# Kühlkörperbefestigung



## gingele (7 Juli 2010)

Hallo Zusammen,

ich muss eine Metalloberfläche ca. 40x40mm mit einem Kühlkörper dimensionieren. Jetzt ist bloß meine Frage wie mach ich die Dinger fest. Mit einem Wärmeleitkleber hab ich jetzt schon gelesen, lässt sich der Kühlkörper höchst wahrscheinlich nicht mehr lösen.
Geht das auch mit Wärmeleitpads, klebt das dann auch gut.

Der Kühlkörper wird an einer Seitenwand befestigt, er kann quasi runterrutschen.

Hat da jemand von euch Erfahrung?

Gruß Frank


----------



## nade (7 Juli 2010)

Frage, welche Dimension hat der Kühlkörper? Möglichkeit ihn evtl mit 2 oder 4 Stehbolzen aufzuschrauben? Oder Plastikpins ähnlich wie bei manchen Northbridges/Grakakühler?


----------



## gingele (7 Juli 2010)

Der Kühlkörper wird wahrscheinlich die Fläche (40x40mm) abdecken, falls du das mit Dimension meinst.

Verschrauben geht nicht, da ich auf der Fläche nicht bohren kann.

Es sind insgesammt 5 Flächen aneinander, die ich zuerst mit langen Kühlkörper auf beiden Seiten einklemmen wollte, quasi längere Kühlkörper und die dan an denn Enden mit einem Abstandsbolzen verschrauben, wie eine Art Schraubzwinge. Finde aber keinen passenden Kühlkörper.

Jetzt will ich jeder Fläche einen eigenen verpassen, kann aber eigentlich nur verkleben. Aber funktioniert das auch mit Pads oder Paste, oder geht das nur mit Wärmeleitkleber.


----------



## nade (7 Juli 2010)

Ah so, den hier Vielleicht?

http://www.reichelt.de/?;ACTION=3;L...wQASAAAC0pOjU1b15dd8c78ee4b95478546bd4bcd7b94

oder der:

http://www.conrad.de/ce/de/product/...SHOP_AREA_27805&promotionareaSearchDetail=005

Wärmeleitpads, ist nicht zum Festhalten, sondern vielmehr nur für gleichmäßig ohne viel Aufwand das HErzustellen, was auch mit Wärmeleitpaste gemacht wird.
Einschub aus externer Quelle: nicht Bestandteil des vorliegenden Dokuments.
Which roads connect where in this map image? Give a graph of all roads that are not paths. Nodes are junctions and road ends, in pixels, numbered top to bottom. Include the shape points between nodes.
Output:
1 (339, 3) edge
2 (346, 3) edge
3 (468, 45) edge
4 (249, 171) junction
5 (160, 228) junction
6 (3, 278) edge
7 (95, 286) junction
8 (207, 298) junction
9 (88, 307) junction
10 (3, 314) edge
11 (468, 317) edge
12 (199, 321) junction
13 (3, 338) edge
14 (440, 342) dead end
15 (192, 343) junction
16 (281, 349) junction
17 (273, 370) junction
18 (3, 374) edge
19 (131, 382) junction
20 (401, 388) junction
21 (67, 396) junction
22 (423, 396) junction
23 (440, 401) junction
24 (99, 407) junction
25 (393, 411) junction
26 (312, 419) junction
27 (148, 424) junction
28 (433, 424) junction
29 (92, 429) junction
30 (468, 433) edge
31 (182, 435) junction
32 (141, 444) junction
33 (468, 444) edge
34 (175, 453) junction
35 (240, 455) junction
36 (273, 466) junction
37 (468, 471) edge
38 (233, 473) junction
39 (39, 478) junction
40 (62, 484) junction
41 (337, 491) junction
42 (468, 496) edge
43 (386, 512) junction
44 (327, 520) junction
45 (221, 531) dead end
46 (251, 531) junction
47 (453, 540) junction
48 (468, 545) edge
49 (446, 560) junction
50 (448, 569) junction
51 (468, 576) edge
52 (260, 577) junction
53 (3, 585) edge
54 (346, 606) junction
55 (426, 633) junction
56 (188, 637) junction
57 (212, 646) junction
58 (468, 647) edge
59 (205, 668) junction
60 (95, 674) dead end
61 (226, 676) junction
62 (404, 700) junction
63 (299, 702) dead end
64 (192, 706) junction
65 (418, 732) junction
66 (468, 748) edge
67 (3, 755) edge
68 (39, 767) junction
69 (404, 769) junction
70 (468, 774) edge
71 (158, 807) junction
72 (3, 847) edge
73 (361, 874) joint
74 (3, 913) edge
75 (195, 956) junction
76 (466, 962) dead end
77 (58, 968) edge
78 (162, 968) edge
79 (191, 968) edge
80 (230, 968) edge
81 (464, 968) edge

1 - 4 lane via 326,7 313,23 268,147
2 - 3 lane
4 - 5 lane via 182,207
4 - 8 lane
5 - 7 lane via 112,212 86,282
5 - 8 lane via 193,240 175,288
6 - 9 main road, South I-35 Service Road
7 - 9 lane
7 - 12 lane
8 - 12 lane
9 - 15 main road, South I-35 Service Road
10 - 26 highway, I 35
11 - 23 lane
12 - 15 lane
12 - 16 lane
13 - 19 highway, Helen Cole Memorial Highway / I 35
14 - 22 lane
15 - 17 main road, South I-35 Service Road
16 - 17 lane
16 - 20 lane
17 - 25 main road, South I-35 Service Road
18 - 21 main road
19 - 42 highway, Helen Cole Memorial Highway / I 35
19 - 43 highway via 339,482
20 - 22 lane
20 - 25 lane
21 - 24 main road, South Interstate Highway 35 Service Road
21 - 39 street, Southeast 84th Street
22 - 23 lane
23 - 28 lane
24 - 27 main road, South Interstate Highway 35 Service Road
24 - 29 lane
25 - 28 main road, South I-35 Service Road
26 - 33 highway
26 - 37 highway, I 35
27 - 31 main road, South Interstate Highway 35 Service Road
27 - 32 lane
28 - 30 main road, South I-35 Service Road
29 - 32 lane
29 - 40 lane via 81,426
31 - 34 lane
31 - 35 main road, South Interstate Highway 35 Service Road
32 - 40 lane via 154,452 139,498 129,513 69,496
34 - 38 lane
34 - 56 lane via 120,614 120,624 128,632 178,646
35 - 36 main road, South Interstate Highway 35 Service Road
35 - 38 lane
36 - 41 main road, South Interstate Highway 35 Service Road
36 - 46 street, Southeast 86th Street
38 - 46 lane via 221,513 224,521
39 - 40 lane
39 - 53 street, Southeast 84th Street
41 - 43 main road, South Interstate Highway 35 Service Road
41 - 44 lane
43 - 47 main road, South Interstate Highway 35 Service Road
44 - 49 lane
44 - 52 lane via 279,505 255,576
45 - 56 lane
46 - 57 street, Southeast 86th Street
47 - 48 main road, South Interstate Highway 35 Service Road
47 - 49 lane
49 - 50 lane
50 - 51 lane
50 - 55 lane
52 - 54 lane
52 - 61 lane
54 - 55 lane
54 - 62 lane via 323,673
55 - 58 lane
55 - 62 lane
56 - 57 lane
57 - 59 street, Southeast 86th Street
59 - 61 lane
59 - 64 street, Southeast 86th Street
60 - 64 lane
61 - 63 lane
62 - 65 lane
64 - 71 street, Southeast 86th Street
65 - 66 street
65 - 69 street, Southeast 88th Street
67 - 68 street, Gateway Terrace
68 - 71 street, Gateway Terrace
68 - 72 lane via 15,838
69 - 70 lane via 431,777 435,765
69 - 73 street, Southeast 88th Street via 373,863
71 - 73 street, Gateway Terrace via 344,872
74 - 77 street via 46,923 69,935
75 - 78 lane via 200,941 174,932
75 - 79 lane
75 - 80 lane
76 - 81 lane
sprich nur minimale Klebewirkung, wenn überhaupt.
Etwas Anpressdruck wird sowieso bei beiden Versionen gebraucht, damit ein sicherer Wärmeübergang gewärleistet wird. Anderst, könntest du dir die Paste/Pad/Kleber auch sparen.

Beim Kleber, reicht allerdings nur der Gleichmäßige Andruck beim Befestigen.

Hast du evtl. ein Bild davon? Das man sich mal für eine Lösung das ansehen könnte?


----------



## gingele (7 Juli 2010)

Super der http://www.reichelt.de/?;ACTION=3;LA...8546bd4bcd7b94 hat zwar eine Höhe von 40mm (für meine Anwendung zu hoch) aber die Zeichnung dabei hat eine Höhe von 28mm, d.h. Fischer muss so einen Typ im Angebot haben und siehe da der SK29 50 hat dies. Ist zwar 50mm lang, könnte aber Funktionieren. Und ich hab mich im Conrad, RS, ... umsonst gewälzt, naja.

Ein Bild habe ich leider nicht, da ich auch nur die Maße hab und das Ding wo es hinkommt selbst noch nicht gesehen habe.

Übrigends habe ich Rausgefunden das Pads zwar kleben aber nicht sonderlich gut, man müßte dann Kleber nehmen aber der wär für die Ewigkeit. Aber in dem Fall brauch ich das wahrscheinlich ja eh nicht.


----------



## nade (7 Juli 2010)

Höhe, Länge, Breite.... gibt nur zu klein, das andere macht notfalls die Flex.


----------



## gingele (7 Juli 2010)

Naja sollte aber auch ordentlich Aussehen wenns dann beim Kunden steht,
also die Länge kann man sägen, aber Höhe und Breite sollte bleiben. Meist sind auch die Kennlinien für den Wärmewiderstand längenabhängig, so kann man den Widerstand doch noch ablesen.


----------



## Metabastler (8 Juli 2010)

*Wat denn nu?*

Kein Vertrauen zum Aufbau?  Oder ist die Lösbarkeit Kundenanforderung?
Schreit für mich nach kleben. epo-tek h20e drauf   (oder den 430)
Wenn das Zeug nich so teuer wäre würde ich glatt aufhören zu löten und nur noch kleben, scheint die Lieblingspampe der NASA zu sein


----------